2003年SARS的經驗發現許多重症病人的病理特徵或死因是因為病毒感染引起過強的免疫反應, 免疫細胞不斷釋放細胞激素造成細胞激素風暴 (cytokine storm), 攻擊肺泡細胞而使肺纖維化 (pulmonary fibrosis), 肺吸不到氧氣, 而這肺纖維化是不可逆的, 很多患者就算後來康復其肺依舊有損傷肺活量下降。
根據目前病人的免疫反應, SARS-CoV-2也有類似的現象, 台灣目前只有案1有肺纖維化問題, 可能一方面是輕症較多, 不過data還不夠多, 有待觀察
另外, 人類基本上針對特定疾病能直接增強免疫力的方法只有疫苗或是現在熱門的癌症免疫療法, 其他都是旁門左道
4. 致死率。
不論是台灣或是國際上的新聞常誤用 “致死率 (mortality)”, 中文翻譯的也不準確, 許多科學家也常搞錯
🔴Morbidity: 一個族群 (population) 裡得到此疾病的人數 (以每 100,000人為單位), morbidity在除了流感外的疾病很少用了
🔴Mortality: 一個族群 (population) 裡因為得到此疾病而死亡的人數
🔴Case-Fatality: 在所有得到此疾病的人裡死亡的人數
也就是說, 假設台灣有100,000人, 100人得到COVID-19, 其中有10人死亡
Morbidity= 0.1% (比較正確的講法應該為每十萬人有100人, 這裡用百分比比較直觀)
Mortality= 0.01%
Case-Fatality= 10%
目前一般新聞所指的應該是Case-Fatality Ratio, 但似乎都搞混這幾個差異或是誤用為Mortality
Case-Fatality Ratio (CFR)(患者致死率)
SARS-CoV-2 CFR= 2%
SARS-CoV CFR= 9-11% (2003年SARS)
MERS-CoV CFR= 36% (2012年 中東呼吸道症候群)
Ebola virus CFR= 45-50% (伊波拉病毒, 某個strain的Ebola virus可到70%)
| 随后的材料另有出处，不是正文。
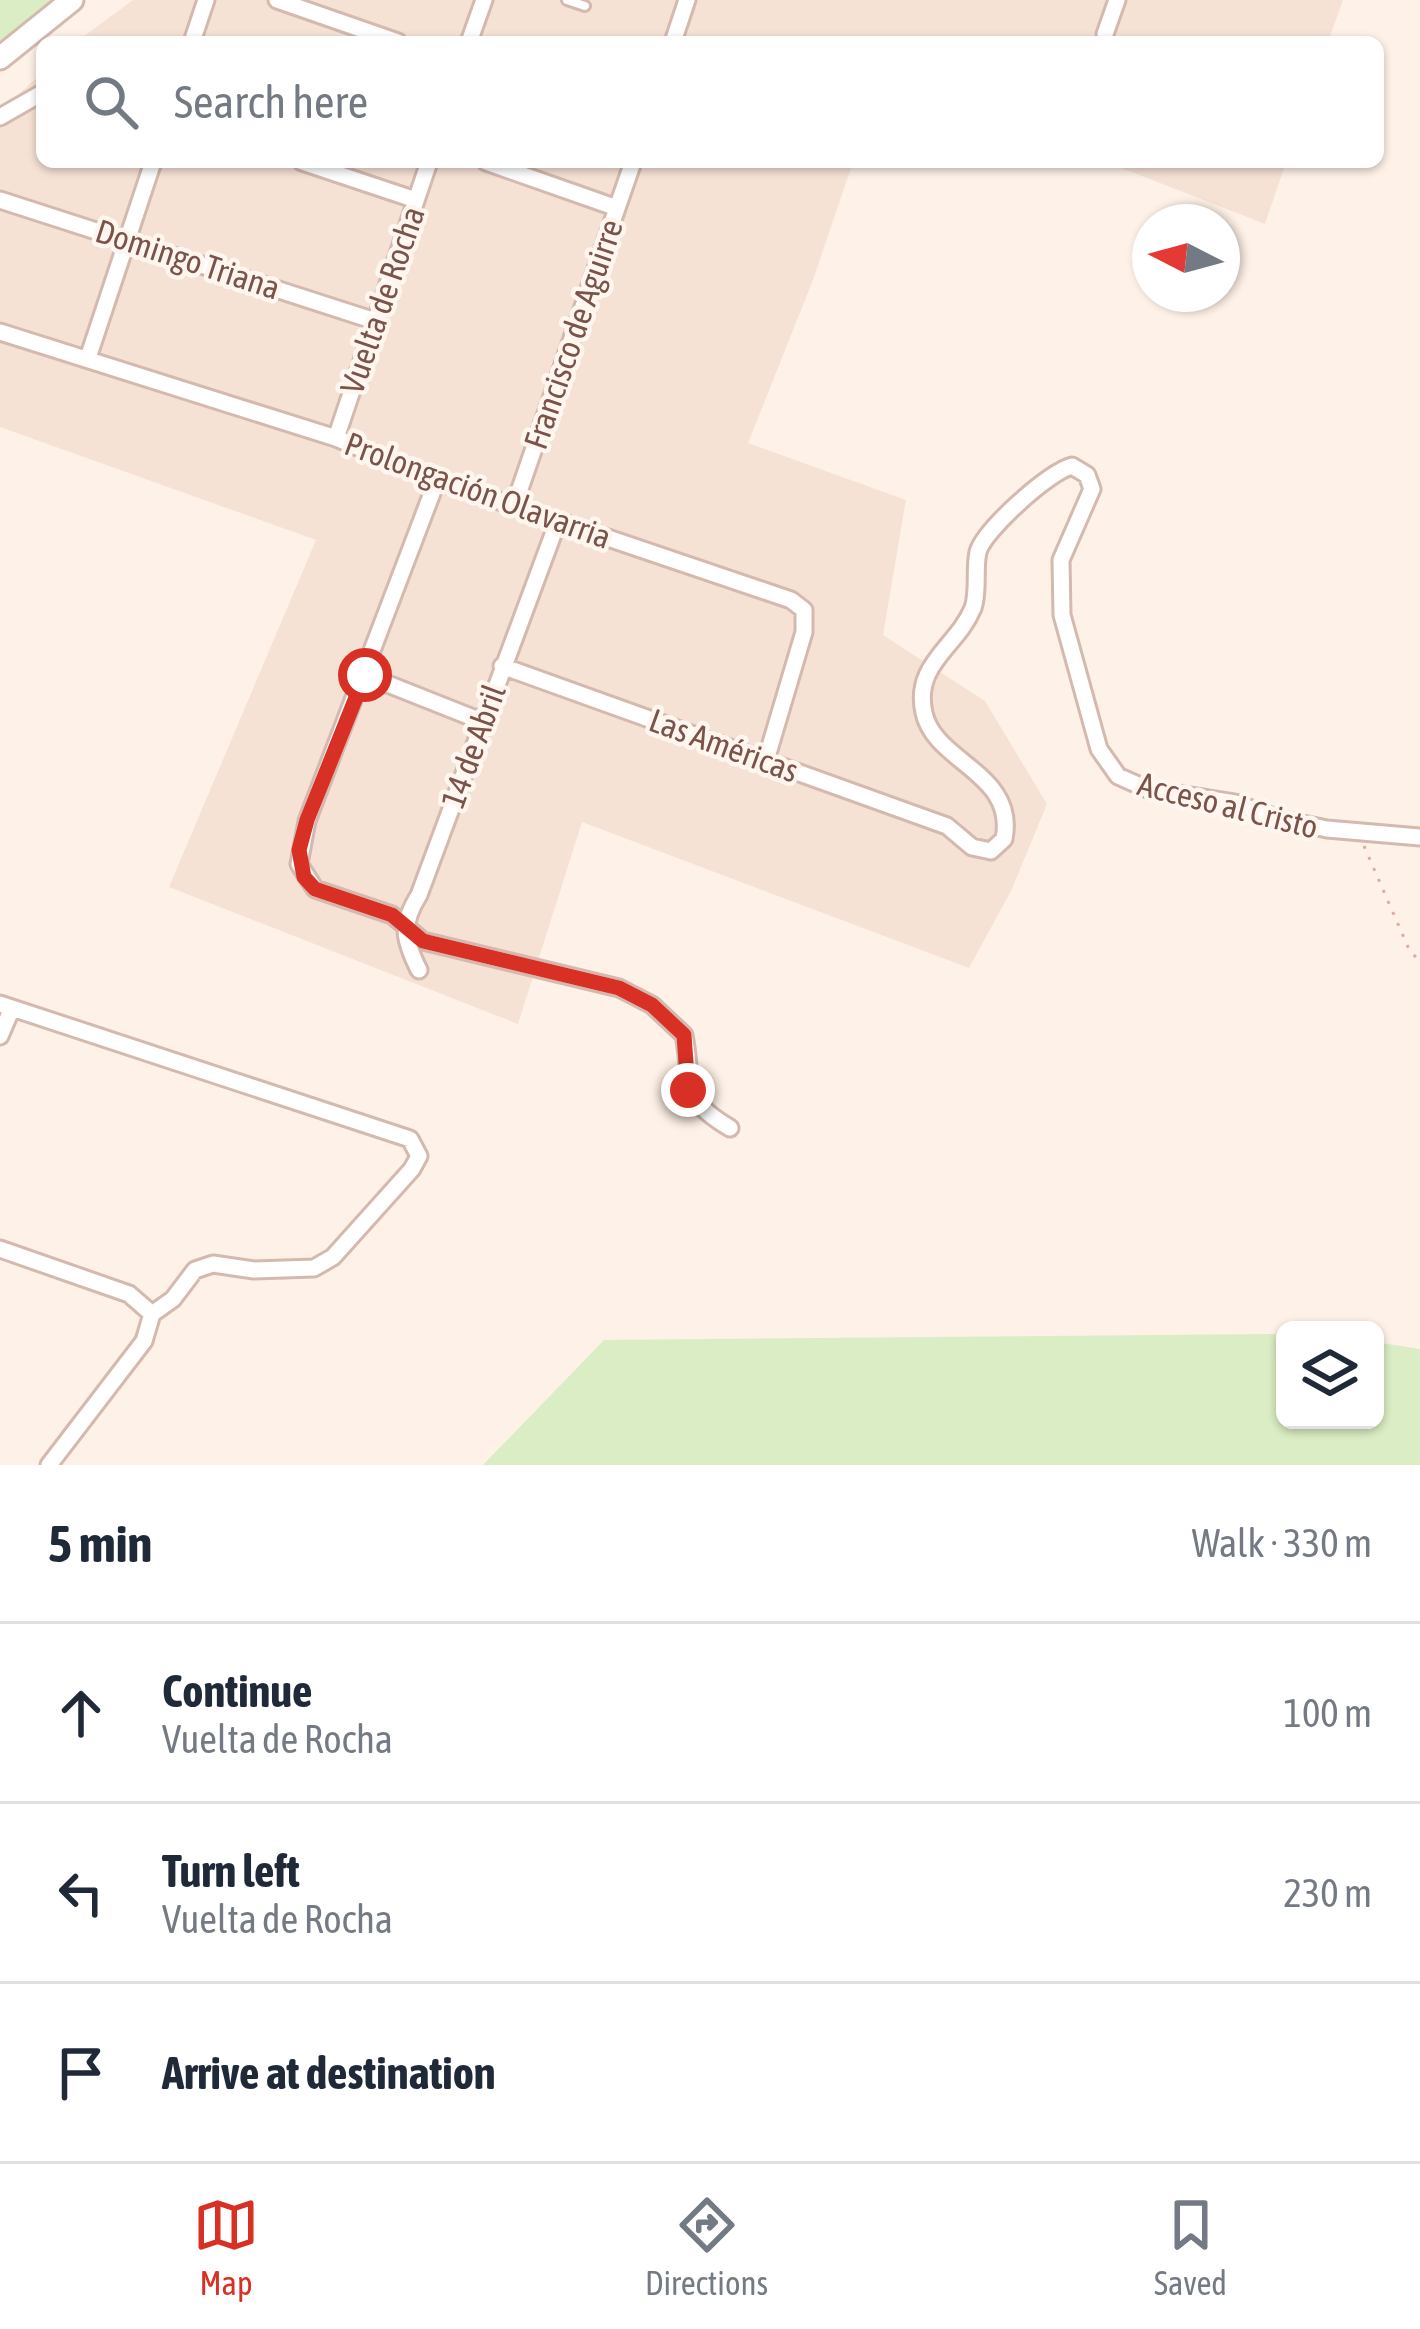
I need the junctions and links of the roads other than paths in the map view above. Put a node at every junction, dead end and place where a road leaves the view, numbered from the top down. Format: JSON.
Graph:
{"nodes":[{"id":1,"x":72,"y":0,"type":"edge"},
{"id":2,"x":206,"y":0,"type":"edge"},
{"id":3,"x":277,"y":0,"type":"edge"},
{"id":4,"x":484,"y":0,"type":"edge"},
{"id":5,"x":567,"y":0,"type":"edge"},
{"id":6,"x":687,"y":0,"type":"edge"},
{"id":7,"x":1117,"y":0,"type":"edge"},
{"id":8,"x":585,"y":6,"type":"dead end"},
{"id":9,"x":1105,"y":34,"type":"dead end"},
{"id":10,"x":194,"y":36,"type":"edge"},
{"id":11,"x":381,"y":36,"type":"edge"},
{"id":12,"x":471,"y":36,"type":"edge"},
{"id":13,"x":675,"y":36,"type":"edge"},
{"id":14,"x":0,"y":58,"type":"edge"},
{"id":15,"x":36,"y":96,"type":"edge"},
{"id":16,"x":0,"y":117,"type":"edge"},
{"id":17,"x":151,"y":168,"type":"edge"},
{"id":18,"x":320,"y":168,"type":"edge"},
{"id":19,"x":426,"y":168,"type":"edge"},
{"id":20,"x":503,"y":168,"type":"edge"},
{"id":21,"x":631,"y":168,"type":"edge"},
{"id":22,"x":0,"y":200,"type":"edge"},
{"id":23,"x":416,"y":200,"type":"junction"},
{"id":24,"x":617,"y":208,"type":"junction"},
{"id":25,"x":128,"y":239,"type":"junction"},
{"id":26,"x":374,"y":321,"type":"junction"},
{"id":27,"x":0,"y":332,"type":"edge"},
{"id":28,"x":88,"y":358,"type":"junction"},
{"id":29,"x":336,"y":438,"type":"junction"},
{"id":30,"x":437,"y":480,"type":"junction"},
{"id":31,"x":514,"y":506,"type":"junction"},
{"id":32,"x":558,"y":521,"type":"junction"},
{"id":33,"x":502,"y":666,"type":"junction"},
{"id":34,"x":365,"y":675,"type":"junction"},
{"id":35,"x":482,"y":721,"type":"junction"},
{"id":36,"x":766,"y":760,"type":"junction"},
{"id":37,"x":947,"y":826,"type":"joint"},
{"id":38,"x":1420,"y":837,"type":"edge"},
{"id":39,"x":404,"y":926,"type":"junction"},
{"id":40,"x":419,"y":970,"type":"dead end"},
{"id":41,"x":6,"y":1005,"type":"edge"},
{"id":42,"x":0,"y":1036,"type":"edge"},
{"id":43,"x":730,"y":1128,"type":"dead end"},
{"id":44,"x":0,"y":1250,"type":"edge"},
{"id":45,"x":152,"y":1314,"type":"junction"},
{"id":46,"x":50,"y":1465,"type":"edge"}],
"edges":[{"from":1,"to":14,"type":"street"},
{"from":2,"to":10,"type":"street"},
{"from":3,"to":11,"type":"street"},
{"from":4,"to":12,"type":"street"},
{"from":5,"to":8,"type":"lane"},
{"from":6,"to":13,"type":"street"},
{"from":7,"to":9,"type":"street"},
{"from":15,"to":16,"type":"street"},
{"from":17,"to":25,"type":"street"},
{"from":18,"to":23,"type":"street"},
{"from":19,"to":23,"type":"street","name":"Vuelta de Rocha"},
{"from":20,"to":24,"type":"street"},
{"from":21,"to":24,"type":"street","name":"Francisco de Aguirre"},
{"from":22,"to":25,"type":"street","name":"Domingo Triana"},
{"from":23,"to":26,"type":"street","name":"Vuelta de Rocha"},
{"from":24,"to":31,"type":"street","name":"Francisco de Aguirre"},
{"from":25,"to":26,"type":"street","name":"Domingo Triana"},
{"from":25,"to":28,"type":"street"},
{"from":26,"to":29,"type":"street","name":"Vuelta de Rocha"},
{"from":27,"to":28,"type":"street","name":"Prolongación Olavarria"},
{"from":28,"to":29,"type":"street","name":"Prolongación Olavarria"},
{"from":29,"to":30,"type":"street","name":"Prolongación Olavarria"},
{"from":30,"to":31,"type":"street","name":"Prolongación Olavarria"},
{"from":30,"to":34,"type":"street"},
{"from":31,"to":32,"type":"street","name":"Prolongación Olavarria"},
{"from":32,"to":33,"type":"street","name":"14 de Abril"},
{"from":32,"to":36,"type":"street","name":"Prolongación Olavarria"},
{"from":33,"to":35,"type":"street","name":"14 de Abril"},
{"from":33,"to":36,"type":"street","name":"Las Américas"},
{"from":34,"to":35,"type":"street"},
{"from":34,"to":39,"type":"street"},
{"from":35,"to":39,"type":"street","name":"14 de Abril"},
{"from":36,"to":37,"type":"street","name":"Las Américas"},
{"from":37,"to":38,"type":"street","name":"Acceso al Cristo"},
{"from":39,"to":40,"type":"street"},
{"from":39,"to":43,"type":"street"},
{"from":41,"to":42,"type":"street"},
{"from":41,"to":45,"type":"street"},
{"from":44,"to":45,"type":"street"},
{"from":45,"to":46,"type":"street"}]}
❗致死率看起來雖然比其他的冠狀病毒家族都還來得小, 但不要忘記一般季節性流感(seasonal Influenza virus) 的CFR = 0.1%, 也就是說SARS-CoV-2的CFR為季節性流感的20倍, 最近美國新聞上常提到今年冬季美國流感所造成的10,000多人死亡的CFR估計為0.05%, 加上上述肺纖維化的問題, 任何新聞認為SARS-CoV-2只不過是比較嚴重的流感病毒是太低估這病毒。
❗❗
另外, 病毒需要宿主才能活, SARS-CoV, MERS-CoV, Ebola都在感染後迅速地殺光了人類宿主, 所以早期的隔離患者才相對重要也有效, SARS-CoV-2反而因為它的低CFR再加上大部分患者沒有症狀, 而很有可能會繼續在人類社會流行
目前看來是65歲以上和本身已患有慢性病的病人的CFR比較高 5-15%, 一般40以下包含兒童和青少年的CFR小於0.5%, 這也可能是日本和義大利這兩個世界上老年人口比例佔前二的國家出現疫情爆發後死亡人數急速增加的原因之一,
❗❗❗
如果SARS-CoV-2最後真的像流感一樣繼續每年流行, 台灣可能要採取像新加坡的策略, 把醫療資源集中放在治療重症患者
5. 大流行(Pandemic)?
台灣新聞上不斷靠腰WHO不願宣布所謂的“大流行”(pandemic), 同樣是個中文翻譯上過於簡單的詞 (https://www.cdc.gov/csels/dsepd/ss1978/lesson1/section11.html)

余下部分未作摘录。